Loss Functions

Why

We compare inductors by comparing the relations they produce. We can compare relations by similarity functions.

Definition

Let $X$ and $Y$ be sets. Let $\mathcal{R} $ be the set of relations between $X$ and $Y$. Let $\mathcal{H} \subset \mathcal{R} $ be a set of hypothesis relations.

Given a similarity function $d: \mathcal{R} \times \mathcal{R} \to \R $ we can consider

A loss function is a nonnegative real-valued function on pairs which is zero only on repeated pairs. It need not be symmetric. A loss function is often also called a cost or risk function.

We use loss functions to judge a prediction in comparison to the recorded postcept. The first argument of the loss function is the predicted postcept and the second is the recorded (observed, true, recorded) postcept.

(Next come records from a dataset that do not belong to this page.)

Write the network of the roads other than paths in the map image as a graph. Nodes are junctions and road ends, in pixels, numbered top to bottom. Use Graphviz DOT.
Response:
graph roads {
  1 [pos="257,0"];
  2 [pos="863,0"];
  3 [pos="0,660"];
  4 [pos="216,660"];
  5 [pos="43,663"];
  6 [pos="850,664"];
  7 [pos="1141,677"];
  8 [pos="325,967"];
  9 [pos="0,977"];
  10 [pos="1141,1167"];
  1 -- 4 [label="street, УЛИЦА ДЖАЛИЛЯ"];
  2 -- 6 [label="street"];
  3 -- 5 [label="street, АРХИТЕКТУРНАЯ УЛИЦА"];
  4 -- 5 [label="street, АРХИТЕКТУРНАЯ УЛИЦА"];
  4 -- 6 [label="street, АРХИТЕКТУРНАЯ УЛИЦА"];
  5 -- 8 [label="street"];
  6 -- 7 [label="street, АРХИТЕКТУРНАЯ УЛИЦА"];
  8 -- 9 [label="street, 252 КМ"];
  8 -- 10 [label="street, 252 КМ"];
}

The loss of a predictor on a pair is the result of the loss function on the pair. Similarly, the loss of a predictor on a dataset of record pairs is the sum of the losses on the pairs of the dataset. Likewise, the average loss of a predictor is the loss of the predictor on the dataset divided by the size of the dataset. The average loss is also known as the empirical risk of the predictor on the dataset.

Notation

Let $(a, b) \in A \times B$; $A, B \neq \varnothing$. For a lost function $\loss: B \cross B \to \R $ and predictor $f: A \to B$, the loss of $f$ on $(a, b)$ is $\loss(f(a),b)$. Let $s = ((a^1, b^1), \dots , (a^n, b^n))$ be a record sequence. The loss of $f$ on $s$ is $\sum_{k = 1}^{n} \loss(f(a^k), b^k)$. The average loss of $f$ on $s$ is $(1/n)\sum_{k = 1}^{n} \loss(f(a^k), b^k)$.

Training and test loss

Recall that $s$ is a dataset of records pairs in $A \times B$. We call a predictor $f: A \to B$ an interpolator of the dataset $s$ if, for each pair $(a^i, b^i)$ in the dataset, $f(a^i) = b^i$. An interpolator achieves zero loss on the dataset it interpolates.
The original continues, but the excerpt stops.